(The task): Write out every line below with no difference at all.

(Stored records):
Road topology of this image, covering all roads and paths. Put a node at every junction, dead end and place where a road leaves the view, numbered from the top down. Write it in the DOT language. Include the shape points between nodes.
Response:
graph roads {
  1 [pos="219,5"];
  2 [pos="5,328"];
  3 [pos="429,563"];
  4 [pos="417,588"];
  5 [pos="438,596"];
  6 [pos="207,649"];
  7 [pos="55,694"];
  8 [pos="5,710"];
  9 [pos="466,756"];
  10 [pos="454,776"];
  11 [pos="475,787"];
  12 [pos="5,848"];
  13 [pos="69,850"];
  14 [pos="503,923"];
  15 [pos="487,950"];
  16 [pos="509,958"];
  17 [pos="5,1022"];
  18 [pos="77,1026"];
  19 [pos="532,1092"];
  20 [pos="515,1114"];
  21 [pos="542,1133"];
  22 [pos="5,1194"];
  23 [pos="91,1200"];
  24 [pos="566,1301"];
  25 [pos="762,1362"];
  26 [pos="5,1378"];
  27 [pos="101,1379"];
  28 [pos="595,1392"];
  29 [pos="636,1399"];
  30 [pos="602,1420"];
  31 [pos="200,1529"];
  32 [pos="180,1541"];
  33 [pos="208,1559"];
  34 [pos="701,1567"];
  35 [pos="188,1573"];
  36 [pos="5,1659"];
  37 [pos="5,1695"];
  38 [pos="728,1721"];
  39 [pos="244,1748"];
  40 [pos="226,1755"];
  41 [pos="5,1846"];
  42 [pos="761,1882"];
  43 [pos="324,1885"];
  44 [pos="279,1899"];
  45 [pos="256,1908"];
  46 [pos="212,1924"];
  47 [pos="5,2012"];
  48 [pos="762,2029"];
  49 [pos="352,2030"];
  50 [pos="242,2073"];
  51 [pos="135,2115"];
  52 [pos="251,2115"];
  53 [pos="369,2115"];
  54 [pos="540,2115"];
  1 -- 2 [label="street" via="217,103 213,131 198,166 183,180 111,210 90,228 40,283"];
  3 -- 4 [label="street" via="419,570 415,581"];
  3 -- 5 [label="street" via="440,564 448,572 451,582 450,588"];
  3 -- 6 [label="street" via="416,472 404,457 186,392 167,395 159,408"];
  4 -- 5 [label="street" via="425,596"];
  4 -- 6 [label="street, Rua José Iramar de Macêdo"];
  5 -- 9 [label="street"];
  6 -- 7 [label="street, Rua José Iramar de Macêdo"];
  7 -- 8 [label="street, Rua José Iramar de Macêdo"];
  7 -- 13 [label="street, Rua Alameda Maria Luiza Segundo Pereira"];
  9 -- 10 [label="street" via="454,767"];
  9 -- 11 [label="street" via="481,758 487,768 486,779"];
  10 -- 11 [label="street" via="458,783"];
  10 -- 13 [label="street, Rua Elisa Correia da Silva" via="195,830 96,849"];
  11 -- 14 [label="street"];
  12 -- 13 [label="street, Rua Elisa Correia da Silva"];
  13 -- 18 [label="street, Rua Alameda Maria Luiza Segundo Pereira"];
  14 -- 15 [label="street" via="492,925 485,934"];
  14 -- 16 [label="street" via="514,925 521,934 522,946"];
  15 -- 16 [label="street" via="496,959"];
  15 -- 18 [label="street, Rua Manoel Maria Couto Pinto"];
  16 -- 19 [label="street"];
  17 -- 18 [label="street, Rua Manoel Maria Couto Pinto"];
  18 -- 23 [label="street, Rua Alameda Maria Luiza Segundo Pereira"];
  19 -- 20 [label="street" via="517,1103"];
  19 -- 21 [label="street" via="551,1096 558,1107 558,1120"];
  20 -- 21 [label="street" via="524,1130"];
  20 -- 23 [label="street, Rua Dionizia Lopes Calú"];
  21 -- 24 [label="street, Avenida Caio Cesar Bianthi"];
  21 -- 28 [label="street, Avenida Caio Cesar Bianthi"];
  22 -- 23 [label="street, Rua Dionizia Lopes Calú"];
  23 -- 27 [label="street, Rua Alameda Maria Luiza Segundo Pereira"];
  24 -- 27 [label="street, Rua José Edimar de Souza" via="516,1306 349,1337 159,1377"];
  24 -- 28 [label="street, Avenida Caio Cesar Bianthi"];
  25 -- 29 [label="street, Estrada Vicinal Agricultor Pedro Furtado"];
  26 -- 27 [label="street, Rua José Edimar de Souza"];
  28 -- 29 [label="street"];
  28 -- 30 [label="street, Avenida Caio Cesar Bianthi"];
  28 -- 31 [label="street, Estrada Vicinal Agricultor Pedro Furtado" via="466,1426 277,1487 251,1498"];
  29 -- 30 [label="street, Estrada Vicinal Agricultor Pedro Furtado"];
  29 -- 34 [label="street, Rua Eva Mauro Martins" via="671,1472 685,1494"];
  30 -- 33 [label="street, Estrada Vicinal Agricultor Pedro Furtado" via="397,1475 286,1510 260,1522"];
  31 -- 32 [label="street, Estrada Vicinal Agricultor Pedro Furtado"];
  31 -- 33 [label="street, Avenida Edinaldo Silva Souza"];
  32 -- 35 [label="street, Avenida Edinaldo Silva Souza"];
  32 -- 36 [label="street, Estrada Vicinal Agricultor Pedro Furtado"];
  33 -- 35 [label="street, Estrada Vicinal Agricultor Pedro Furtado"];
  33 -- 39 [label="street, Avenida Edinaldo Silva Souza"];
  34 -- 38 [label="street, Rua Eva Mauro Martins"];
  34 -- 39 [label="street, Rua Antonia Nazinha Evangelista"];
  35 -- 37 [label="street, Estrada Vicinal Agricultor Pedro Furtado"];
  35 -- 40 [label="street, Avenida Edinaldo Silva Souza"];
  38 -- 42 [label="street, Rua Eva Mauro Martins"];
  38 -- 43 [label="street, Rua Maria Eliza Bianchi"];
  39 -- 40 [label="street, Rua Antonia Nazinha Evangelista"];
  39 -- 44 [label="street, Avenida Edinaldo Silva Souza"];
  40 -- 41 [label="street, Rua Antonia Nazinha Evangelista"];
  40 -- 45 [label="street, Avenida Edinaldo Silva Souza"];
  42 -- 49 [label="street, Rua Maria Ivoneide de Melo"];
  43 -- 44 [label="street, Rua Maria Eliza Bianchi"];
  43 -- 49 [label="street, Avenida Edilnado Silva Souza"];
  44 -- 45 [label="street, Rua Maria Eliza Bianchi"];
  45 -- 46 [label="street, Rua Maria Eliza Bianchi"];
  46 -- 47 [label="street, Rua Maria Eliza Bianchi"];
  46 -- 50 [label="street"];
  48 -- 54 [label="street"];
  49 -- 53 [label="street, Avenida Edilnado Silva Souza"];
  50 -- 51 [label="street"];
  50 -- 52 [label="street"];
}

(Response for this exercise):
Road topology of this image, covering all roads and paths. Put a node at every junction, dead end and place where a road leaves the view, numbered from the top down. Write it in the DOT language. Include the shape points between nodes.
Response:
graph roads {
  1 [pos="219,5"];
  2 [pos="5,328"];
  3 [pos="429,563"];
  4 [pos="417,588"];
  5 [pos="438,596"];
  6 [pos="207,649"];
  7 [pos="55,694"];
  8 [pos="5,710"];
  9 [pos="466,756"];
  10 [pos="454,776"];
  11 [pos="475,787"];
  12 [pos="5,848"];
  13 [pos="69,850"];
  14 [pos="503,923"];
  15 [pos="487,950"];
  16 [pos="509,958"];
  17 [pos="5,1022"];
  18 [pos="77,1026"];
  19 [pos="532,1092"];
  20 [pos="515,1114"];
  21 [pos="542,1133"];
  22 [pos="5,1194"];
  23 [pos="91,1200"];
  24 [pos="566,1301"];
  25 [pos="762,1362"];
  26 [pos="5,1378"];
  27 [pos="101,1379"];
  28 [pos="595,1392"];
  29 [pos="636,1399"];
  30 [pos="602,1420"];
  31 [pos="200,1529"];
  32 [pos="180,1541"];
  33 [pos="208,1559"];
  34 [pos="701,1567"];
  35 [pos="188,1573"];
  36 [pos="5,1659"];
  37 [pos="5,1695"];
  38 [pos="728,1721"];
  39 [pos="244,1748"];
  40 [pos="226,1755"];
  41 [pos="5,1846"];
  42 [pos="761,1882"];
  43 [pos="324,1885"];
  44 [pos="279,1899"];
  45 [pos="256,1908"];
  46 [pos="212,1924"];
  47 [pos="5,2012"];
  48 [pos="762,2029"];
  49 [pos="352,2030"];
  50 [pos="242,2073"];
  51 [pos="135,2115"];
  52 [pos="251,2115"];
  53 [pos="369,2115"];
  54 [pos="540,2115"];
  1 -- 2 [label="street" via="217,103 213,131 198,166 183,180 111,210 90,228 40,283"];
  3 -- 4 [label="street" via="419,570 415,581"];
  3 -- 5 [label="street" via="440,564 448,572 451,582 450,588"];
  3 -- 6 [label="street" via="416,472 404,457 186,392 167,395 159,408"];
  4 -- 5 [label="street" via="425,596"];
  4 -- 6 [label="street, Rua José Iramar de Macêdo"];
  5 -- 9 [label="street"];
  6 -- 7 [label="street, Rua José Iramar de Macêdo"];
  7 -- 8 [label="street, Rua José Iramar de Macêdo"];
  7 -- 13 [label="street, Rua Alameda Maria Luiza Segundo Pereira"];
  9 -- 10 [label="street" via="454,767"];
  9 -- 11 [label="street" via="481,758 487,768 486,779"];
  10 -- 11 [label="street" via="458,783"];
  10 -- 13 [label="street, Rua Elisa Correia da Silva" via="195,830 96,849"];
  11 -- 14 [label="street"];
  12 -- 13 [label="street, Rua Elisa Correia da Silva"];
  13 -- 18 [label="street, Rua Alameda Maria Luiza Segundo Pereira"];
  14 -- 15 [label="street" via="492,925 485,934"];
  14 -- 16 [label="street" via="514,925 521,934 522,946"];
  15 -- 16 [label="street" via="496,959"];
  15 -- 18 [label="street, Rua Manoel Maria Couto Pinto"];
  16 -- 19 [label="street"];
  17 -- 18 [label="street, Rua Manoel Maria Couto Pinto"];
  18 -- 23 [label="street, Rua Alameda Maria Luiza Segundo Pereira"];
  19 -- 20 [label="street" via="517,1103"];
  19 -- 21 [label="street" via="551,1096 558,1107 558,1120"];
  20 -- 21 [label="street" via="524,1130"];
  20 -- 23 [label="street, Rua Dionizia Lopes Calú"];
  21 -- 24 [label="street, Avenida Caio Cesar Bianthi"];
  21 -- 28 [label="street, Avenida Caio Cesar Bianthi"];
  22 -- 23 [label="street, Rua Dionizia Lopes Calú"];
  23 -- 27 [label="street, Rua Alameda Maria Luiza Segundo Pereira"];
  24 -- 27 [label="street, Rua José Edimar de Souza" via="516,1306 349,1337 159,1377"];
  24 -- 28 [label="street, Avenida Caio Cesar Bianthi"];
  25 -- 29 [label="street, Estrada Vicinal Agricultor Pedro Furtado"];
  26 -- 27 [label="street, Rua José Edimar de Souza"];
  28 -- 29 [label="street"];
  28 -- 30 [label="street, Avenida Caio Cesar Bianthi"];
  28 -- 31 [label="street, Estrada Vicinal Agricultor Pedro Furtado" via="466,1426 277,1487 251,1498"];
  29 -- 30 [label="street, Estrada Vicinal Agricultor Pedro Furtado"];
  29 -- 34 [label="street, Rua Eva Mauro Martins" via="671,1472 685,1494"];
  30 -- 33 [label="street, Estrada Vicinal Agricultor Pedro Furtado" via="397,1475 286,1510 260,1522"];
  31 -- 32 [label="street, Estrada Vicinal Agricultor Pedro Furtado"];
  31 -- 33 [label="street, Avenida Edinaldo Silva Souza"];
  32 -- 35 [label="street, Avenida Edinaldo Silva Souza"];
  32 -- 36 [label="street, Estrada Vicinal Agricultor Pedro Furtado"];
  33 -- 35 [label="street, Estrada Vicinal Agricultor Pedro Furtado"];
  33 -- 39 [label="street, Avenida Edinaldo Silva Souza"];
  34 -- 38 [label="street, Rua Eva Mauro Martins"];
  34 -- 39 [label="street, Rua Antonia Nazinha Evangelista"];
  35 -- 37 [label="street, Estrada Vicinal Agricultor Pedro Furtado"];
  35 -- 40 [label="street, Avenida Edinaldo Silva Souza"];
  38 -- 42 [label="street, Rua Eva Mauro Martins"];
  38 -- 43 [label="street, Rua Maria Eliza Bianchi"];
  39 -- 40 [label="street, Rua Antonia Nazinha Evangelista"];
  39 -- 44 [label="street, Avenida Edinaldo Silva Souza"];
  40 -- 41 [label="street, Rua Antonia Nazinha Evangelista"];
  40 -- 45 [label="street, Avenida Edinaldo Silva Souza"];
  42 -- 49 [label="street, Rua Maria Ivoneide de Melo"];
  43 -- 44 [label="street, Rua Maria Eliza Bianchi"];
  43 -- 49 [label="street, Avenida Edilnado Silva Souza"];
  44 -- 45 [label="street, Rua Maria Eliza Bianchi"];
  45 -- 46 [label="street, Rua Maria Eliza Bianchi"];
  46 -- 47 [label="street, Rua Maria Eliza Bianchi"];
  46 -- 50 [label="street"];
  48 -- 54 [label="street"];
  49 -- 53 [label="street, Avenida Edilnado Silva Souza"];
  50 -- 51 [label="street"];
  50 -- 52 [label="street"];
}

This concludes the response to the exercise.